╔══

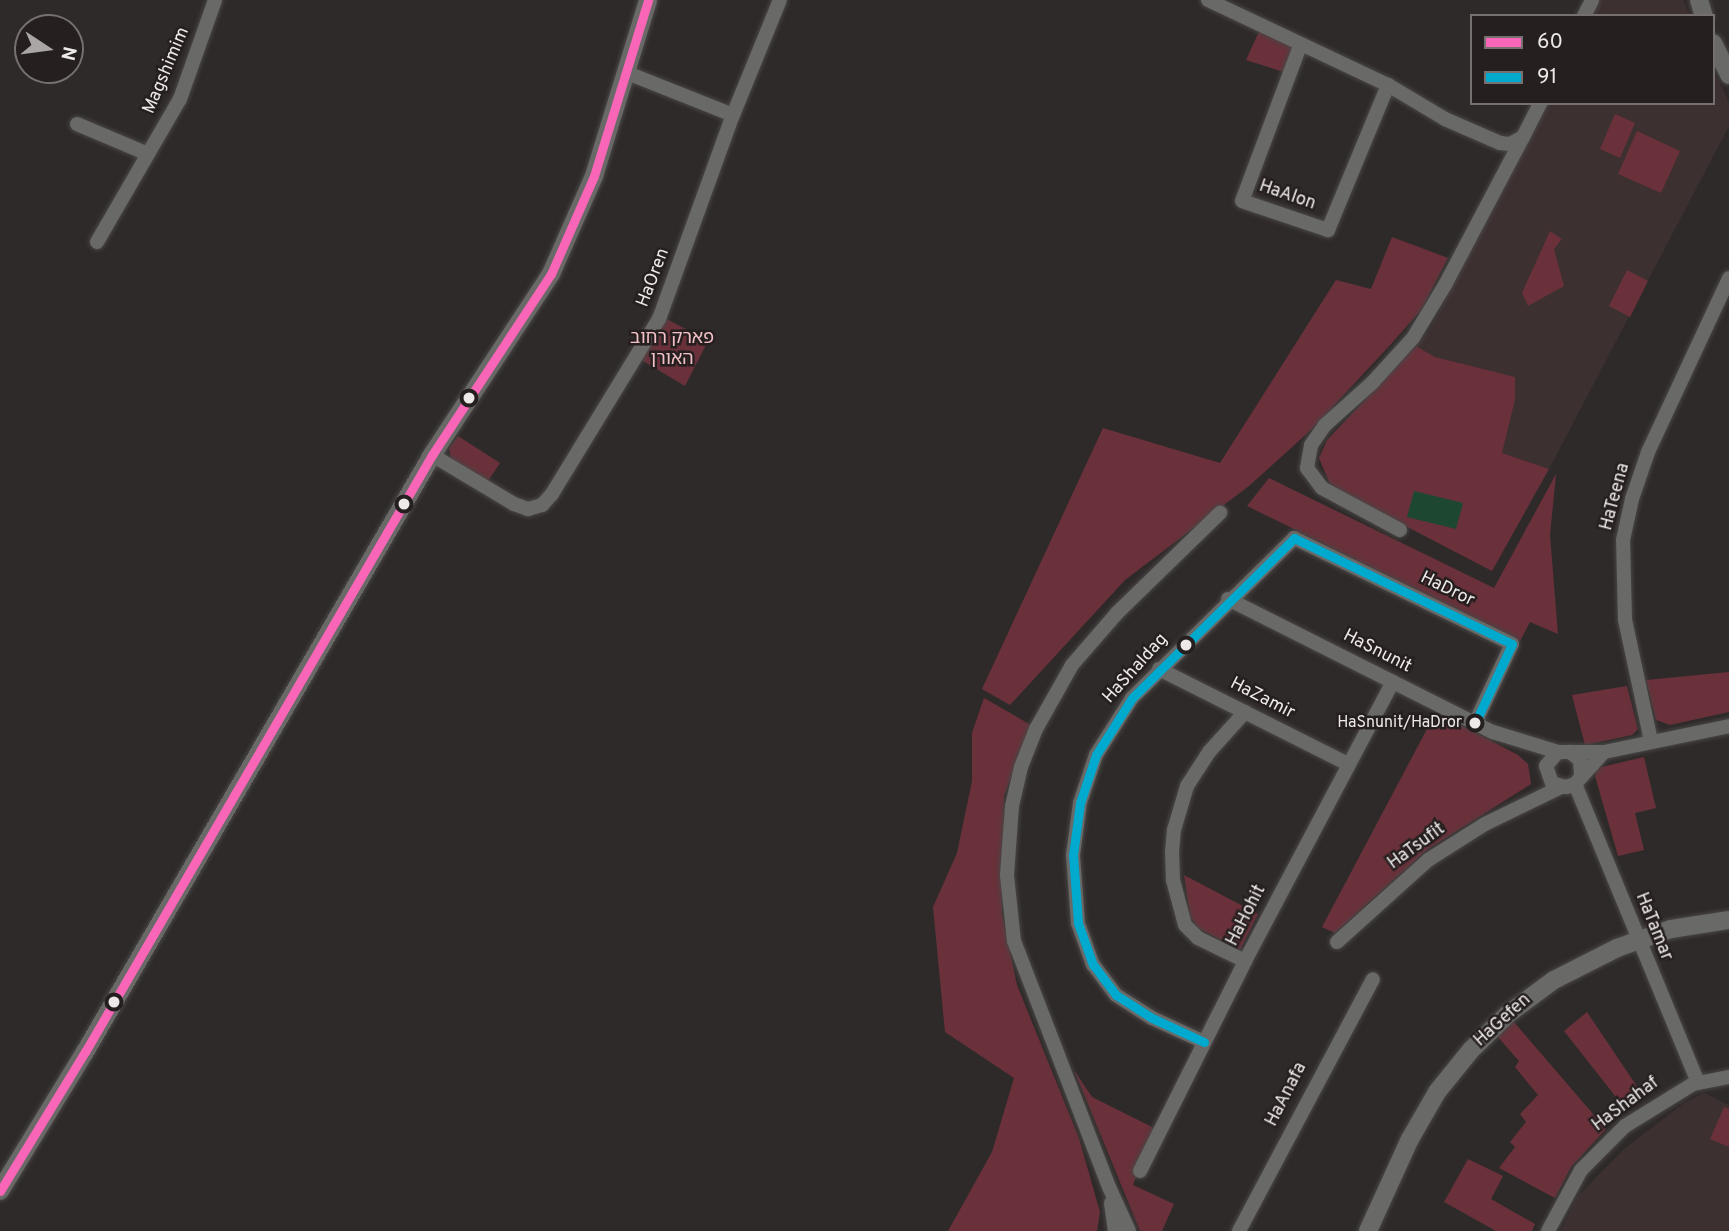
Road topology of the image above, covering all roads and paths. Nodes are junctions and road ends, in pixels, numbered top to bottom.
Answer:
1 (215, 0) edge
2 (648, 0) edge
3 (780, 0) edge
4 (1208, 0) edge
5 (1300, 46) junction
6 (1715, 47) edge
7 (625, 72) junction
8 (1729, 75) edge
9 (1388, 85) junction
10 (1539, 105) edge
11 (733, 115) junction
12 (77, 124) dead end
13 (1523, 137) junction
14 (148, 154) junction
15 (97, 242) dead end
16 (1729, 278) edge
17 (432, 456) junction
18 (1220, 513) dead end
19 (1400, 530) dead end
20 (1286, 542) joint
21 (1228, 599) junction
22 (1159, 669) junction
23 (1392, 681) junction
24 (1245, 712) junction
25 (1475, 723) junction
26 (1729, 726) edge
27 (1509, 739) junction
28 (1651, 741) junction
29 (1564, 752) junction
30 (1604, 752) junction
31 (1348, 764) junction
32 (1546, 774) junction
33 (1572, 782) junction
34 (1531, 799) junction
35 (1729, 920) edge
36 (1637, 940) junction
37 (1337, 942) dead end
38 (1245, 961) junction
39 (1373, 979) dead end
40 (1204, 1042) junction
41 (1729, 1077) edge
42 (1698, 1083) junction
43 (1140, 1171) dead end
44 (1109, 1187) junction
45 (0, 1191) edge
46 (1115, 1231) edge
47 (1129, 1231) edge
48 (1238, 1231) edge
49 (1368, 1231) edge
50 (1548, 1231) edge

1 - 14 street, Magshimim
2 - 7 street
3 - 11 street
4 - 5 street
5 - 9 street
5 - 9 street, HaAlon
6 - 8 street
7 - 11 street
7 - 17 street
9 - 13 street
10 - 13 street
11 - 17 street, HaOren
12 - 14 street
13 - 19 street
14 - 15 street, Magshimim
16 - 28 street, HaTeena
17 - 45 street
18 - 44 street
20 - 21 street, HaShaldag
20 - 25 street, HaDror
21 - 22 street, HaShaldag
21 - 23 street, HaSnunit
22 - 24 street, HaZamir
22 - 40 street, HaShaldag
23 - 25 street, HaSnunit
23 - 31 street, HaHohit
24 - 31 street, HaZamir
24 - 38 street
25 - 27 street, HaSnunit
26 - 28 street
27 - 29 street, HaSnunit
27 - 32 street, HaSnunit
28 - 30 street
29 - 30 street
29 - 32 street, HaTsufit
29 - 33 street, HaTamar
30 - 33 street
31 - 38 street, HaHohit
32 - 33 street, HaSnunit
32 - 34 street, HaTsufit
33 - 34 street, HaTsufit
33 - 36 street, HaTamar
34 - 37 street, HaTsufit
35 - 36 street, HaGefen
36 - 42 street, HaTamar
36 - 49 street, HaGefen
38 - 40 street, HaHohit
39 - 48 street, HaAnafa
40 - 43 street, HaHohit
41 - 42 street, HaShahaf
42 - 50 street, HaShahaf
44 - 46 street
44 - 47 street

╚══

- WHAT IS REQUIRED: Your answer must be the entries written out word for word, without their pictures.

- COMPLETED TASK:
Road topology of the image above, covering all roads and paths. Nodes are junctions and road ends, in pixels, numbered top to bottom.
Answer:
1 (215, 0) edge
2 (648, 0) edge
3 (780, 0) edge
4 (1208, 0) edge
5 (1300, 46) junction
6 (1715, 47) edge
7 (625, 72) junction
8 (1729, 75) edge
9 (1388, 85) junction
10 (1539, 105) edge
11 (733, 115) junction
12 (77, 124) dead end
13 (1523, 137) junction
14 (148, 154) junction
15 (97, 242) dead end
16 (1729, 278) edge
17 (432, 456) junction
18 (1220, 513) dead end
19 (1400, 530) dead end
20 (1286, 542) joint
21 (1228, 599) junction
22 (1159, 669) junction
23 (1392, 681) junction
24 (1245, 712) junction
25 (1475, 723) junction
26 (1729, 726) edge
27 (1509, 739) junction
28 (1651, 741) junction
29 (1564, 752) junction
30 (1604, 752) junction
31 (1348, 764) junction
32 (1546, 774) junction
33 (1572, 782) junction
34 (1531, 799) junction
35 (1729, 920) edge
36 (1637, 940) junction
37 (1337, 942) dead end
38 (1245, 961) junction
39 (1373, 979) dead end
40 (1204, 1042) junction
41 (1729, 1077) edge
42 (1698, 1083) junction
43 (1140, 1171) dead end
44 (1109, 1187) junction
45 (0, 1191) edge
46 (1115, 1231) edge
47 (1129, 1231) edge
48 (1238, 1231) edge
49 (1368, 1231) edge
50 (1548, 1231) edge

1 - 14 street, Magshimim
2 - 7 street
3 - 11 street
4 - 5 street
5 - 9 street
5 - 9 street, HaAlon
6 - 8 street
7 - 11 street
7 - 17 street
9 - 13 street
10 - 13 street
11 - 17 street, HaOren
12 - 14 street
13 - 19 street
14 - 15 street, Magshimim
16 - 28 street, HaTeena
17 - 45 street
18 - 44 street
20 - 21 street, HaShaldag
20 - 25 street, HaDror
21 - 22 street, HaShaldag
21 - 23 street, HaSnunit
22 - 24 street, HaZamir
22 - 40 street, HaShaldag
23 - 25 street, HaSnunit
23 - 31 street, HaHohit
24 - 31 street, HaZamir
24 - 38 street
25 - 27 street, HaSnunit
26 - 28 street
27 - 29 street, HaSnunit
27 - 32 street, HaSnunit
28 - 30 street
29 - 30 street
29 - 32 street, HaTsufit
29 - 33 street, HaTamar
30 - 33 street
31 - 38 street, HaHohit
32 - 33 street, HaSnunit
32 - 34 street, HaTsufit
33 - 34 street, HaTsufit
33 - 36 street, HaTamar
34 - 37 street, HaTsufit
35 - 36 street, HaGefen
36 - 42 street, HaTamar
36 - 49 street, HaGefen
38 - 40 street, HaHohit
39 - 48 street, HaAnafa
40 - 43 street, HaHohit
41 - 42 street, HaShahaf
42 - 50 street, HaShahaf
44 - 46 street
44 - 47 street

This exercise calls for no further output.